**YOUR ASSIGNMENT:** Say how many lines in the data below contain the word "that", and give no other text.
--- START ---
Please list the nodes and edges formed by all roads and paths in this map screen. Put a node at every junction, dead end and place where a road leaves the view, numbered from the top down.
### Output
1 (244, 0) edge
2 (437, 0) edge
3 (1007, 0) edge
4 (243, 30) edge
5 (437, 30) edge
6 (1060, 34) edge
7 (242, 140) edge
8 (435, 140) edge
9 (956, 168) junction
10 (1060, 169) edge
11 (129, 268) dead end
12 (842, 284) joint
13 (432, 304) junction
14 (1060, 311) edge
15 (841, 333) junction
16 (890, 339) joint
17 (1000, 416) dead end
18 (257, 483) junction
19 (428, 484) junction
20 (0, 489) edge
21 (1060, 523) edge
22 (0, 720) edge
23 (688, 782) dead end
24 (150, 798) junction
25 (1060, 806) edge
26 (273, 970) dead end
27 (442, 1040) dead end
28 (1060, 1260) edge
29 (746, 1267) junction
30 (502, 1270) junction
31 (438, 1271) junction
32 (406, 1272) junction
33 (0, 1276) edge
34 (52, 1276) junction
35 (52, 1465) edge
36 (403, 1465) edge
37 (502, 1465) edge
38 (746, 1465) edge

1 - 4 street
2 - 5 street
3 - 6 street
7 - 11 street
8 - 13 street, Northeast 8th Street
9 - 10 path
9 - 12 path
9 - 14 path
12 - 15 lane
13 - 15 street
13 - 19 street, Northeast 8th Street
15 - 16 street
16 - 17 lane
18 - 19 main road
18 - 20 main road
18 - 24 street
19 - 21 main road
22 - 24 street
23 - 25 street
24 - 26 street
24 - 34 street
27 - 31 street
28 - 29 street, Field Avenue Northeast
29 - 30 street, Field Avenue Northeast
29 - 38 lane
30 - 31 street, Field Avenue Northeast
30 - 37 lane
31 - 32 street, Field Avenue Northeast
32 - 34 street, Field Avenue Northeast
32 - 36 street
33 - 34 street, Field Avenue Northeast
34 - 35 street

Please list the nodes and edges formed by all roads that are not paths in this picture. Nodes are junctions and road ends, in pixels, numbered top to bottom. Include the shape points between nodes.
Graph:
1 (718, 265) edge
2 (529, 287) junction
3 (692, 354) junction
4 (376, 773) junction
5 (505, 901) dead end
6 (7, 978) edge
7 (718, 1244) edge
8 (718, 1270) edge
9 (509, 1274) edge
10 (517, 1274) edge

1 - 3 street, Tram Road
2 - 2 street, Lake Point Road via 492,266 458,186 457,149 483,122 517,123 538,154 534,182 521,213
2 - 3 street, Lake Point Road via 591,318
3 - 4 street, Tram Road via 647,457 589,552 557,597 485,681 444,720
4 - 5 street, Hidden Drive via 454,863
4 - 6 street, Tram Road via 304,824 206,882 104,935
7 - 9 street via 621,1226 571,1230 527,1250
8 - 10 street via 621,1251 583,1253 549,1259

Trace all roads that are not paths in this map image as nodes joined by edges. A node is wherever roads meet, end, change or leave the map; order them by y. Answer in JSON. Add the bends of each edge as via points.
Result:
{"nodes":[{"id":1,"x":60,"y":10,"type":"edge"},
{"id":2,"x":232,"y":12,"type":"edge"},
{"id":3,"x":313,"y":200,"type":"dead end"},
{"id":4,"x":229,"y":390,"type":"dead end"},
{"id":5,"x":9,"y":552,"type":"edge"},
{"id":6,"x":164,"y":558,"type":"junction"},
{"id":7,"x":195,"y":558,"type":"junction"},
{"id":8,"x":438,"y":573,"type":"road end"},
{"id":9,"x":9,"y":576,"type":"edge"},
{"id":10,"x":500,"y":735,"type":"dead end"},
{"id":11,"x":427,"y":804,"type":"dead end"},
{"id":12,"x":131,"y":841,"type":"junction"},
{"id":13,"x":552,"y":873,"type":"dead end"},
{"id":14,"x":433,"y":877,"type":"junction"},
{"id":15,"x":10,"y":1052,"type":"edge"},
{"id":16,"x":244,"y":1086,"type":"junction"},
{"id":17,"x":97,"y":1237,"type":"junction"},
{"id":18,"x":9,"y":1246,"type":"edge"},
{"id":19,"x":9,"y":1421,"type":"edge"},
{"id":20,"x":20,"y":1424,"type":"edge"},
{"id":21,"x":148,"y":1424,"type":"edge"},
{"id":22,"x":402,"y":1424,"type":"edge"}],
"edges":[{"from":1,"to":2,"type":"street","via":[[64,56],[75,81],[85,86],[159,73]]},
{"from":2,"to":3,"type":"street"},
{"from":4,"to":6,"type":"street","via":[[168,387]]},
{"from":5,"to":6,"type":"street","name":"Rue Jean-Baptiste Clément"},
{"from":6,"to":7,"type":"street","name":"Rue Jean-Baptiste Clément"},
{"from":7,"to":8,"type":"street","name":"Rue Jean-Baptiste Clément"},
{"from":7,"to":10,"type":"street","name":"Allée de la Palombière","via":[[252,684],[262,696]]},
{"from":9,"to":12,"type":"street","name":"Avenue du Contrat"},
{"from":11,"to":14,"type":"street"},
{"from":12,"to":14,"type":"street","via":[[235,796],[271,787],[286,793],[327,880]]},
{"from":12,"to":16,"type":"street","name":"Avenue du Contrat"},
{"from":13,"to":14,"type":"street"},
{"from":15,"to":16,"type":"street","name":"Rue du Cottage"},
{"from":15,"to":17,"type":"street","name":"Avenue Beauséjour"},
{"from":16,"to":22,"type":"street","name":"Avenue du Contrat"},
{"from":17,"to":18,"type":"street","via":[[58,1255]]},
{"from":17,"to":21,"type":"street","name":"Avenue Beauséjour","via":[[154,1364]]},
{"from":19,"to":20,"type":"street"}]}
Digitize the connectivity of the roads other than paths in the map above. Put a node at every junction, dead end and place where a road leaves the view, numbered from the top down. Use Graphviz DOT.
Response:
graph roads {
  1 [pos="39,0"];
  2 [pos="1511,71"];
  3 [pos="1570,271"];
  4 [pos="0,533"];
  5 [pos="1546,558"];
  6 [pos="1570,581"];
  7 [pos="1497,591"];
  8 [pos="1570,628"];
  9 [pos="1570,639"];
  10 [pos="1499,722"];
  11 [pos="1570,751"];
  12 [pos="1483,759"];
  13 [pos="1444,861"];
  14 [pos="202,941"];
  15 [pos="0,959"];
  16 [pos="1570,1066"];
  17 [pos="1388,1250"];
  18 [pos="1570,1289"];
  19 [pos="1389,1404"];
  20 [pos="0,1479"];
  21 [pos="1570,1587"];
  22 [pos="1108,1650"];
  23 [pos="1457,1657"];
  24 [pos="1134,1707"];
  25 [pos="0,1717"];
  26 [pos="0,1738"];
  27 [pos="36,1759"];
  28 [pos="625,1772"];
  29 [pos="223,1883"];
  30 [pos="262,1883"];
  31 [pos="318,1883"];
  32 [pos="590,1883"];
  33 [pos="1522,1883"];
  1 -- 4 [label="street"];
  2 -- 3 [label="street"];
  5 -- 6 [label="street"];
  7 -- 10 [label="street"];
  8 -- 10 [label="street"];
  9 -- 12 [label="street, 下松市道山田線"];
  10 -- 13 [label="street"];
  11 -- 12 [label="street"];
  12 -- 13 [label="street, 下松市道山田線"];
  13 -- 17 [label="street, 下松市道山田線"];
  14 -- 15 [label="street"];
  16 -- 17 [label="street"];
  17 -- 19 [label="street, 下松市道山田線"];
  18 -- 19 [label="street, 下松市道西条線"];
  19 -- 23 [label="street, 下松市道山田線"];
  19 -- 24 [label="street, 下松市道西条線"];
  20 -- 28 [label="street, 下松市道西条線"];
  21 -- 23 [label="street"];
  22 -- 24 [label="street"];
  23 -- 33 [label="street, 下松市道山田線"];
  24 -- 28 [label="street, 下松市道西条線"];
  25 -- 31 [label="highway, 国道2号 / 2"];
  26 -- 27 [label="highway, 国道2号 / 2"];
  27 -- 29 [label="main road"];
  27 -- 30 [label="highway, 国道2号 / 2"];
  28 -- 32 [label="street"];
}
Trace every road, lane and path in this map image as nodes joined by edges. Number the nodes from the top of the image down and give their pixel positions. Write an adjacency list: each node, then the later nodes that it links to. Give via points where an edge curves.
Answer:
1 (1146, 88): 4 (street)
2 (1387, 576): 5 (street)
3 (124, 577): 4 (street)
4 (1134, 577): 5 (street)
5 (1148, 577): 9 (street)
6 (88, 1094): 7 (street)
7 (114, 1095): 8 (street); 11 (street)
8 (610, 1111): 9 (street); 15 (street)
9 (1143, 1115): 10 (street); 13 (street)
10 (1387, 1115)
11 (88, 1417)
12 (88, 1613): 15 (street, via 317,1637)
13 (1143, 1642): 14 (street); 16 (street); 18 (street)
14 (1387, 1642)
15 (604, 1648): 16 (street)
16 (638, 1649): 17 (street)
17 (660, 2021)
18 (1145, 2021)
--- END ---
**EXERCISE SOLUTION:** 3